Many people like to read articles from the column "Evil Physician". I, too, is no exception. But their revelations of doctors give the impression that all the patients they come across are somehow too inadequate. Some cause trivialities every day, others are always drunk. That in the apartment there is such dirt and neuhozhennost that it is impossible not to get sick. No, they come across in their stories and quite decent people whom they admire, but they are in the minority.
But our country is huge and diverse. And there are many more decent, decent people in the world. Where are they? And who and how to help them? I live in the provinces and moreover, according to metropolitan standards, in the wilderness. That is, from the district center to my village you still have to get there. And I was not lucky with my health badly. And it would be okay, some disease was attached, with which they were used to fighting and throwing all their forces to its victory. So no. At me it is banal from the very childhood the head is turned. And as a child, nobody paid attention to it, although it was very difficult for me.
And now, when to me has passed for 60, the illness has entered into the rights very impudently, does not give me any respite. Up to 60 years I still worked, and although I often felt very hard, like I overcame myself, I endured, I took myself in hand and went to work. And then it became unbearable. And now I am left with my malaise can be said one on one. No, to me as far as possible, they help in our local medpunka, do injections, prescribe pills. I even have a registration with a regional audiologist who regularly, once every 6 months, checks my ears and writes out pills.
And I'm getting worse and worse. Attacks of dizziness are very terrible. I'm carried somewhere with wild hurricane speed, I grab onto the couch, press myself into the pillow and try not to move my head, Otherwise the wild movement is mixed with a fall into the abyss, and the room begins to roll over before my eyes. All this is very scary. This must be experienced in order to understand me. All this lasts for hours and does not stop. At the ambulance in the arsenal, only drugs that do not help me, but on the contrary, exacerbate the situation.
I always wonder why there is not an effective medicine for such cases, which will calm you down, and will benefit the vestibular apparatus. The last attack, which lasted more than 5 hours, I stopped, taking 5 tablets of fenozepam. I just fell from them and I fell asleep. The next day was bad for the heart. But who cares. This year I lay in the hospital three times. You say, I'm ungrateful. They try to treat me, but I resent it for some reason. So in one hospital I was given pills, from which the head was spinning more than at the beginning of the treatment.

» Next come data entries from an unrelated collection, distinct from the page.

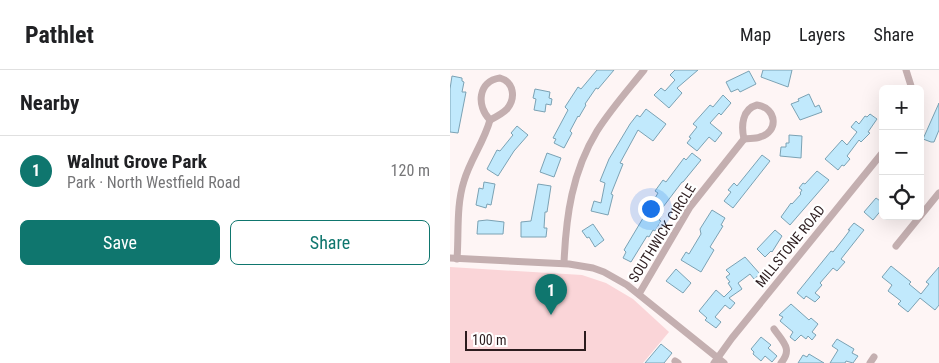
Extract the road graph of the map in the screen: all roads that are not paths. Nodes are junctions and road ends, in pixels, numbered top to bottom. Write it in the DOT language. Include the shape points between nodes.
graph roads {
  1 [pos="644,70"];
  2 [pos="906,70"];
  3 [pos="911,85"];
  4 [pos="490,120"];
  5 [pos="744,139"];
  6 [pos="879,157"];
  7 [pos="939,193"];
  8 [pos="896,246"];
  9 [pos="453,259"];
  10 [pos="564,263"];
  11 [pos="640,294"];
  12 [pos="774,329"];
  13 [pos="716,360"];
  14 [pos="724,363"];
  15 [pos="781,363"];
  1 -- 10 [label="street" via="607,116 580,166 568,211"];
  2 -- 3 [label="street"];
  4 -- 4 [label="street" via="511,103 510,85 500,78 490,81 481,93 481,106"];
  4 -- 9 [label="street" via="470,162 460,193"];
  5 -- 5 [label="street" via="761,137 771,130 774,119 764,106 748,109 742,122"];
  5 -- 11 [label="street, SOUTHWICK CIRCLE" via="690,207"];
  6 -- 13 [label="street, MILLSTONE ROAD"];
  7 -- 8 [label="street"];
  9 -- 10 [label="street"];
  10 -- 11 [label="street" via="604,272"];
  11 -- 13 [label="street"];
  12 -- 15 [label="street" via="787,351"];
  13 -- 14 [label="street"];
}
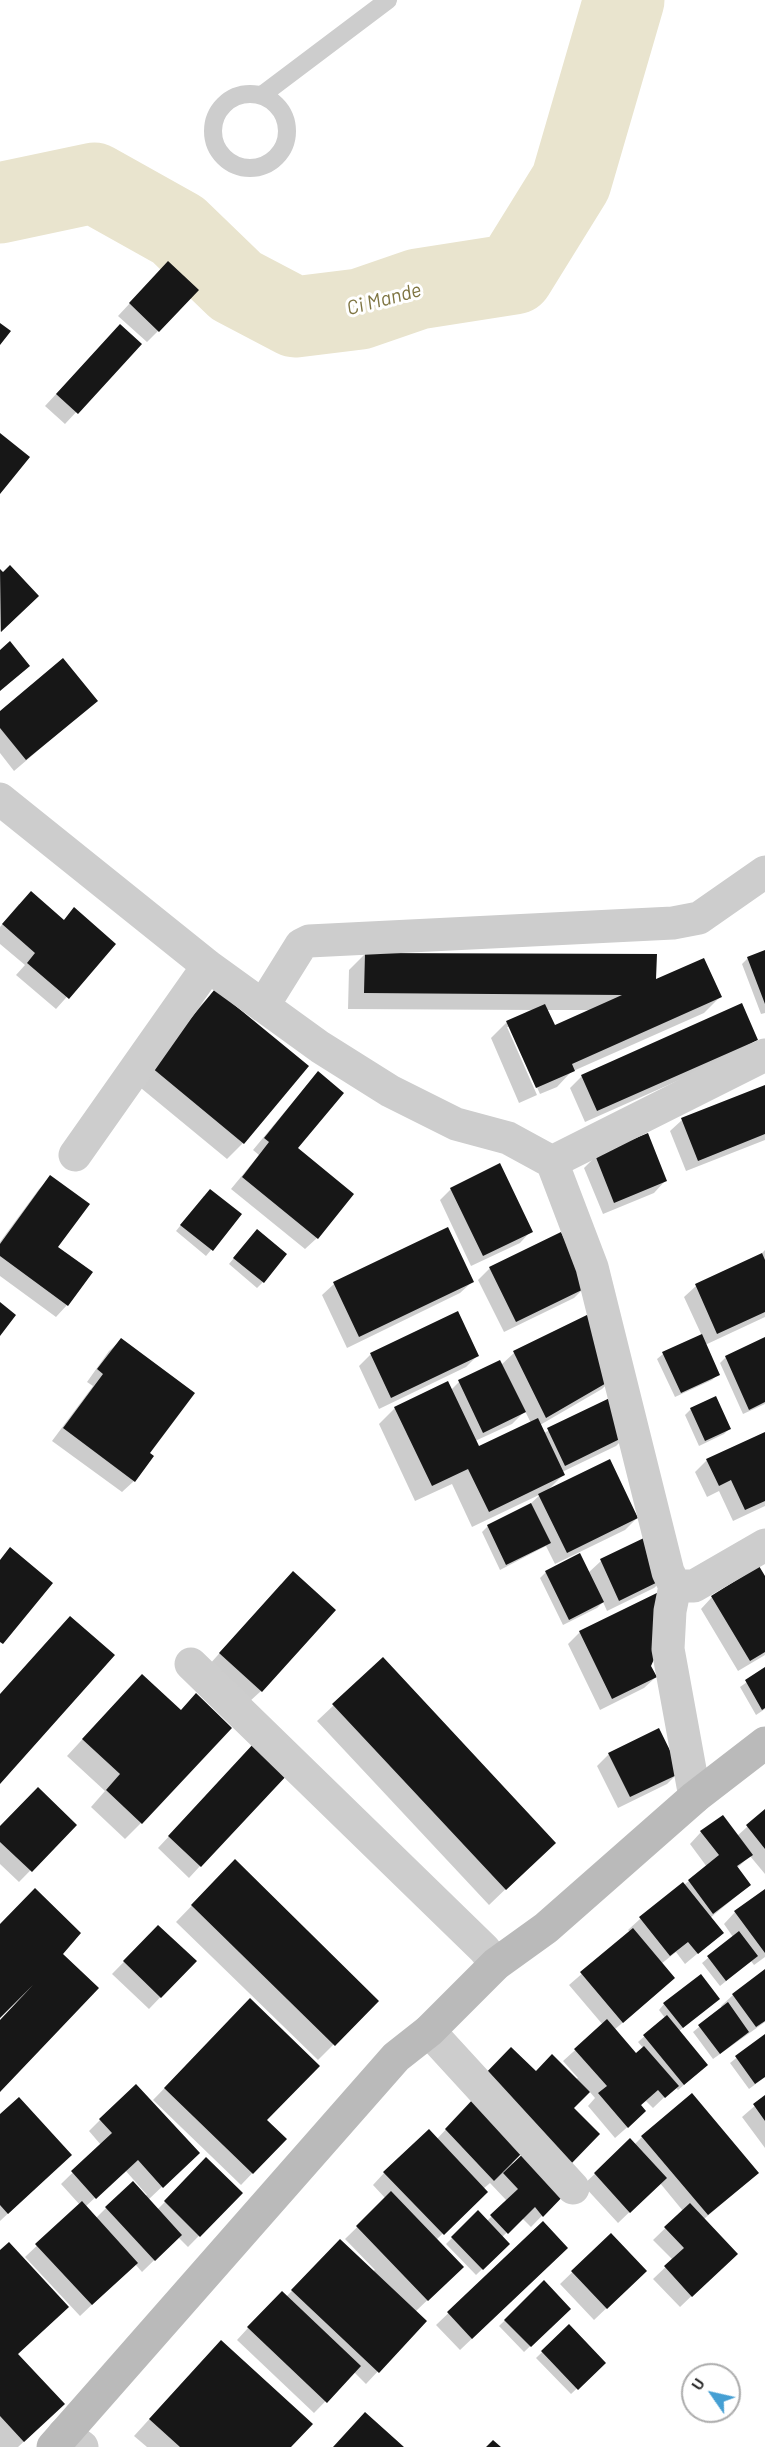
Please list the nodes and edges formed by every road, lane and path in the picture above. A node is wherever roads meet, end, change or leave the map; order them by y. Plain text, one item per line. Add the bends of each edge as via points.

When I told the attending physician about this, she angrily replied that I left my head alone and did not invent. Treatment to me is appointed or nominated correct. In another hospital, when my head began to drip from a dropper, I was told that there is no other medicine for us, or suffer, or refuse to be treated. There is a feeling that I am alone in the whole country with such a disease. And maybe, since I'm already 63 years old, it's time for me to write off. Why should a pension be paid to a person useless for the state? Although I do good to the state or private traders. A third of the pension is spent on medicines, to whom the profit goes to the pocket, while I sit half-starved, as all the money goes to medicines and to pay for utilities.
Someone will say that this is not an article, it's just a complaint. But I tell my story because I'm not the only one who is poor in our country. I have no oncology, no stroke, no heart attack. Perhaps, in the forces of doctors, making my life quite comfortable. But why do not they do it. There are also other people who are also suffering. Maybe they have other problems, but they can be solved. Someone suffers, someone despaired. They always write that the Lord gives a person a test by his strength. But there is a limit of strength. Here he came from me. In addition to fear and desire, so that everything ended quickly, there is nothing left. And nothing is not interesting. But there were so many desires in life, something to learn, because it's not yet a deep old age, just 63 years old, to enjoy free time, to admire the beauty of nature. Yes, little you can find interesting things around.
How can I live on, and is it worth living? After all, such attacks happen more and more often. And I can do nothing more at all. Even read. Always, in moments of terrible attacks, I think that I want to die immediately, I can not stand it anymore, it's impossible. I understand that there are many people who suffer much more years. But after all, all the different forces, different situations. I live alone. My husband died. The children are far away. Come, of course, call to live with yourself. But me and they are not well. Here, in my native village everyone knows me, they come to help, whenever possible. And what to do in a strange city, in which I feel terribly uncomfortable, and where even the ambulance refuses to help.